**DIRECTIONS**
The lines to copy are those in the records below that hold the word "проспект".
[MATERIAL SUPPLIED — start]
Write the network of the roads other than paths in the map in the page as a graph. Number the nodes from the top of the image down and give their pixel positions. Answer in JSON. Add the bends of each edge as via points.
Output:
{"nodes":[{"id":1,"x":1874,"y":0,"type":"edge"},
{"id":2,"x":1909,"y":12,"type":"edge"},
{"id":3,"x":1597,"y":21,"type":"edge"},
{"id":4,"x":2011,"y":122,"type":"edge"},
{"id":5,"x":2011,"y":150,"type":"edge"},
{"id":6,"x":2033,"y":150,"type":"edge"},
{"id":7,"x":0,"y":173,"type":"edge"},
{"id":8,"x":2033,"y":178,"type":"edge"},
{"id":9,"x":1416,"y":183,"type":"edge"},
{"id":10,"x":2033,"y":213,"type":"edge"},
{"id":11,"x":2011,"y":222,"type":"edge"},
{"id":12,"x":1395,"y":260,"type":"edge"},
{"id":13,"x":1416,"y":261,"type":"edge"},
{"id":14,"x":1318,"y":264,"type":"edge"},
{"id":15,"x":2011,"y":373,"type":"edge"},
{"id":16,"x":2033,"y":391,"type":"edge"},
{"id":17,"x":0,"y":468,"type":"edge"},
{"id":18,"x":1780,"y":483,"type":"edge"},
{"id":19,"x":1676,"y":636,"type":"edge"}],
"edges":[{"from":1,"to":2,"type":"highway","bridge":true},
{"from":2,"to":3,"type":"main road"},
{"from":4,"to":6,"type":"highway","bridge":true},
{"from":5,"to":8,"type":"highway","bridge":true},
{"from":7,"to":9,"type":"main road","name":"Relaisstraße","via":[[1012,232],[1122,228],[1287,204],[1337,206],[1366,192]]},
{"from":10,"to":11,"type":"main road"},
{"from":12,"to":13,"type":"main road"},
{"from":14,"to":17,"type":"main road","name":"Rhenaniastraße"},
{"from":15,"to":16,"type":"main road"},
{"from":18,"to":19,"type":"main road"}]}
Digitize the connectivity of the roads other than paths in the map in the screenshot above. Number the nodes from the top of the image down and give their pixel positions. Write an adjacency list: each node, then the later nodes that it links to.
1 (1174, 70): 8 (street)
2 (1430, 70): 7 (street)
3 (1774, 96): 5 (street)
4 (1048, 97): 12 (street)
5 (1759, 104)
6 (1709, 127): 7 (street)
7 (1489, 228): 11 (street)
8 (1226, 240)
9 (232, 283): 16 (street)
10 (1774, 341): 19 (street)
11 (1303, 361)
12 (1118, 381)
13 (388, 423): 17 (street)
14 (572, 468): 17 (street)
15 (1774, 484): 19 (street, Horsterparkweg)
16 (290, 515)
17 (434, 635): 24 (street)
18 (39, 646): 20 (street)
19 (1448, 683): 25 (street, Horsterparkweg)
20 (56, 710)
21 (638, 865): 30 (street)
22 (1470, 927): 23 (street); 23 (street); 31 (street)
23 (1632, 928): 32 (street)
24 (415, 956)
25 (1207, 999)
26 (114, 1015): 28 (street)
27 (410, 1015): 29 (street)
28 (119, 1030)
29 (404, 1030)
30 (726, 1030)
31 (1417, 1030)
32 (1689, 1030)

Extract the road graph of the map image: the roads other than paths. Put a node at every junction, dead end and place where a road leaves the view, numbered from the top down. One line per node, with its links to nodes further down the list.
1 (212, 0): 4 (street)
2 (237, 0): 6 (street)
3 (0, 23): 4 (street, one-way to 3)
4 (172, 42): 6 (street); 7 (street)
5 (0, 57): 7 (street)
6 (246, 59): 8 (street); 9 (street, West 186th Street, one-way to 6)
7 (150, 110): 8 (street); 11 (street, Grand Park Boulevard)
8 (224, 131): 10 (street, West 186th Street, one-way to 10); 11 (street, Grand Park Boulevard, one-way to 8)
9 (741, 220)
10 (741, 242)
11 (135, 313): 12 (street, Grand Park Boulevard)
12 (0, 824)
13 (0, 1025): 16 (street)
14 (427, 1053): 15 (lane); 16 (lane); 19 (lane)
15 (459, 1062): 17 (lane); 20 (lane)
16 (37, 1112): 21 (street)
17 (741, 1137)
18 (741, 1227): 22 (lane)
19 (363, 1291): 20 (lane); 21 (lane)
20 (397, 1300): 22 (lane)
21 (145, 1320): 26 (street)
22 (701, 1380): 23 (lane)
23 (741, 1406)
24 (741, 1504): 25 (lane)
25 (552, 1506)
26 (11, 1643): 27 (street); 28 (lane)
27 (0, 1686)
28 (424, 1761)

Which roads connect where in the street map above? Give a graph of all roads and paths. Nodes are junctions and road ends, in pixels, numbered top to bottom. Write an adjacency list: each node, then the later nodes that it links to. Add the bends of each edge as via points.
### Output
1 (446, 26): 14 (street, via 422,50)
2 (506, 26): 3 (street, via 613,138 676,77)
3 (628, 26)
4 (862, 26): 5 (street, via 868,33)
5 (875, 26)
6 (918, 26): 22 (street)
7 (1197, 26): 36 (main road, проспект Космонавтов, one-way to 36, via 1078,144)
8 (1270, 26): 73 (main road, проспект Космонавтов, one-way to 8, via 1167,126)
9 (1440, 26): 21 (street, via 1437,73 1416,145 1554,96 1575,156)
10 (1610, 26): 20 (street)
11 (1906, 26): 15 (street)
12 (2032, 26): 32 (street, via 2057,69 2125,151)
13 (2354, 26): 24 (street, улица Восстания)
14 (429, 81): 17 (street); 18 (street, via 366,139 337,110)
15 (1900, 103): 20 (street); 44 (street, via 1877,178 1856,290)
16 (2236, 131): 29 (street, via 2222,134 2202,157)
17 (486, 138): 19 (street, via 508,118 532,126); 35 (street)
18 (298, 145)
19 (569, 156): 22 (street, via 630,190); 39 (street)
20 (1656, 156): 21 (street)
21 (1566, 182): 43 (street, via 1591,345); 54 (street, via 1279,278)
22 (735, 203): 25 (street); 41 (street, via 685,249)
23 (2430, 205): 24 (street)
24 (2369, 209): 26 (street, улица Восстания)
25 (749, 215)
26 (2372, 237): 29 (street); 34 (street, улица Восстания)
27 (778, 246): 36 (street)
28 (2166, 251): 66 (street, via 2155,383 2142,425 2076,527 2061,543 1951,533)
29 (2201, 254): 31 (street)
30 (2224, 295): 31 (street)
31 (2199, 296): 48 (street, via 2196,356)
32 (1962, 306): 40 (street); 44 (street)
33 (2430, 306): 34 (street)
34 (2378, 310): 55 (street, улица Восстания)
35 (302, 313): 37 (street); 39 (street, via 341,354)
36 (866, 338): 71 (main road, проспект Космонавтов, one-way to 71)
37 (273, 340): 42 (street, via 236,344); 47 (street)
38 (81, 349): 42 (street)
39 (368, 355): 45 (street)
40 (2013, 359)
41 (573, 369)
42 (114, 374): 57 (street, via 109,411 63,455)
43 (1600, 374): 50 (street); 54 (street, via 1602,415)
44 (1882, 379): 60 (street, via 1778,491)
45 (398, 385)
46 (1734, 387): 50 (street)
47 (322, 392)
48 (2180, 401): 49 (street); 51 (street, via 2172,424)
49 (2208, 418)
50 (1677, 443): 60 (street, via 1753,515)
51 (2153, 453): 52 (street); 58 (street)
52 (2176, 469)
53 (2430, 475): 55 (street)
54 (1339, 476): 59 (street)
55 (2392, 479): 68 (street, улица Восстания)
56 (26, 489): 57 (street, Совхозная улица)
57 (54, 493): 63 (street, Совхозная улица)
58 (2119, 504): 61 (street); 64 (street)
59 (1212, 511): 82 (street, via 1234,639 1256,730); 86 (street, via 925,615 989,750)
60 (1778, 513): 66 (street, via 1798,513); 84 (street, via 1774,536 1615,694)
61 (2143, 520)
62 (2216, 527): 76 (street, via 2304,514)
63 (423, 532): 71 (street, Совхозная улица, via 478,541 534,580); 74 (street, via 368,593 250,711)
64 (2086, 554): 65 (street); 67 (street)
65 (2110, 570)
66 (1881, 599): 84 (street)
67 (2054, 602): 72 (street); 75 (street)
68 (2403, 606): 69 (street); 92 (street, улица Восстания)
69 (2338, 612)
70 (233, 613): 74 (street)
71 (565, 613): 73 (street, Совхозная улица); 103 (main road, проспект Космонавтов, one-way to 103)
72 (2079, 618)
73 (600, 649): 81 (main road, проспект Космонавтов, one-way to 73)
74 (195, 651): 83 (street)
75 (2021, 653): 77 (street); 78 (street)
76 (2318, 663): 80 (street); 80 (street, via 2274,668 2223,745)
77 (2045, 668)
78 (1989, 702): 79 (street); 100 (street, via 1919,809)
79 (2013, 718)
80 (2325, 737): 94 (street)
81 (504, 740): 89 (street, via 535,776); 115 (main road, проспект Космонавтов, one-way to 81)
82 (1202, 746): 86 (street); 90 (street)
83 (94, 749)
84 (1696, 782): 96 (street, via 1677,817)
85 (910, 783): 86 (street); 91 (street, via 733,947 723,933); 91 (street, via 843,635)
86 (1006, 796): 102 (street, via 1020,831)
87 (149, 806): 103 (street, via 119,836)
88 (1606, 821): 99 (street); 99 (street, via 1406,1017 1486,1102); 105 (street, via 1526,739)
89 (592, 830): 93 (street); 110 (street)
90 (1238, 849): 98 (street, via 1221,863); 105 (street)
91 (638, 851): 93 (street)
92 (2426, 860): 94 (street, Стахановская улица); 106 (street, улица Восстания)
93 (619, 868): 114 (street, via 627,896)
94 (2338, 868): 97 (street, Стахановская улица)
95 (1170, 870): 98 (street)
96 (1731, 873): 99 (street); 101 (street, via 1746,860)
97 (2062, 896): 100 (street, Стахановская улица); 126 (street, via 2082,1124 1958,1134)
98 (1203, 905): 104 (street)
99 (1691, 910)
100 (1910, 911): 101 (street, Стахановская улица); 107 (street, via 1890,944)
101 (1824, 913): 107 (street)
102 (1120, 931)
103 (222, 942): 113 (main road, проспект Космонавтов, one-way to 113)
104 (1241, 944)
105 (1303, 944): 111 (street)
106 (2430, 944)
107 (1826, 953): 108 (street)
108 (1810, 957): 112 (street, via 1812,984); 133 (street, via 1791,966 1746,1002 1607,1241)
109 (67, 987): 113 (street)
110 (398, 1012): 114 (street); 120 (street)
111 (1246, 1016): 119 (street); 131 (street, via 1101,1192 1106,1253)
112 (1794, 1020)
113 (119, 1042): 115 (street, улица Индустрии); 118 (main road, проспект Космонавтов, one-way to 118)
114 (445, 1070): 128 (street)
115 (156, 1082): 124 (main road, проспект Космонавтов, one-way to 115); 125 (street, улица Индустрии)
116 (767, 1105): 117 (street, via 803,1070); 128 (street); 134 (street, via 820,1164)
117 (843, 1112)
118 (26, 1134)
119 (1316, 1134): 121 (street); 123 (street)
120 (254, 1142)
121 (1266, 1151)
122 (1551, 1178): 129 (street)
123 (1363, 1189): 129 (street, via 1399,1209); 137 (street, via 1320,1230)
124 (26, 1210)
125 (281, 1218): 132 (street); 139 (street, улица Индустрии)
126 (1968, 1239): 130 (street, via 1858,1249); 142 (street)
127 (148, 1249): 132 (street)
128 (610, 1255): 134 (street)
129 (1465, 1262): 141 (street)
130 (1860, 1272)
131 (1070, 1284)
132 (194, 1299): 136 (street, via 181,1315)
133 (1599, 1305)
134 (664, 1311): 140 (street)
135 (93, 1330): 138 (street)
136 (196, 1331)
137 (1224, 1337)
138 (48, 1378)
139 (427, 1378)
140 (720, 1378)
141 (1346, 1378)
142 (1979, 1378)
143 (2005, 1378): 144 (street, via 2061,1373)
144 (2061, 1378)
[MATERIAL SUPPLIED — finish]
**PROBLEM SOLUTION**
7 (1197, 26): 36 (main road, проспект Космонавтов, one-way to 36, via 1078,144)
8 (1270, 26): 73 (main road, проспект Космонавтов, one-way to 8, via 1167,126)
36 (866, 338): 71 (main road, проспект Космонавтов, one-way to 71)
71 (565, 613): 73 (street, Совхозная улица); 103 (main road, проспект Космонавтов, one-way to 103)
73 (600, 649): 81 (main road, проспект Космонавтов, one-way to 73)
81 (504, 740): 89 (street, via 535,776); 115 (main road, проспект Космонавтов, one-way to 81)
103 (222, 942): 113 (main road, проспект Космонавтов, one-way to 113)
113 (119, 1042): 115 (street, улица Индустрии); 118 (main road, проспект Космонавтов, one-way to 118)
115 (156, 1082): 124 (main road, проспект Космонавтов, one-way to 115); 125 (street, улица Индустрии)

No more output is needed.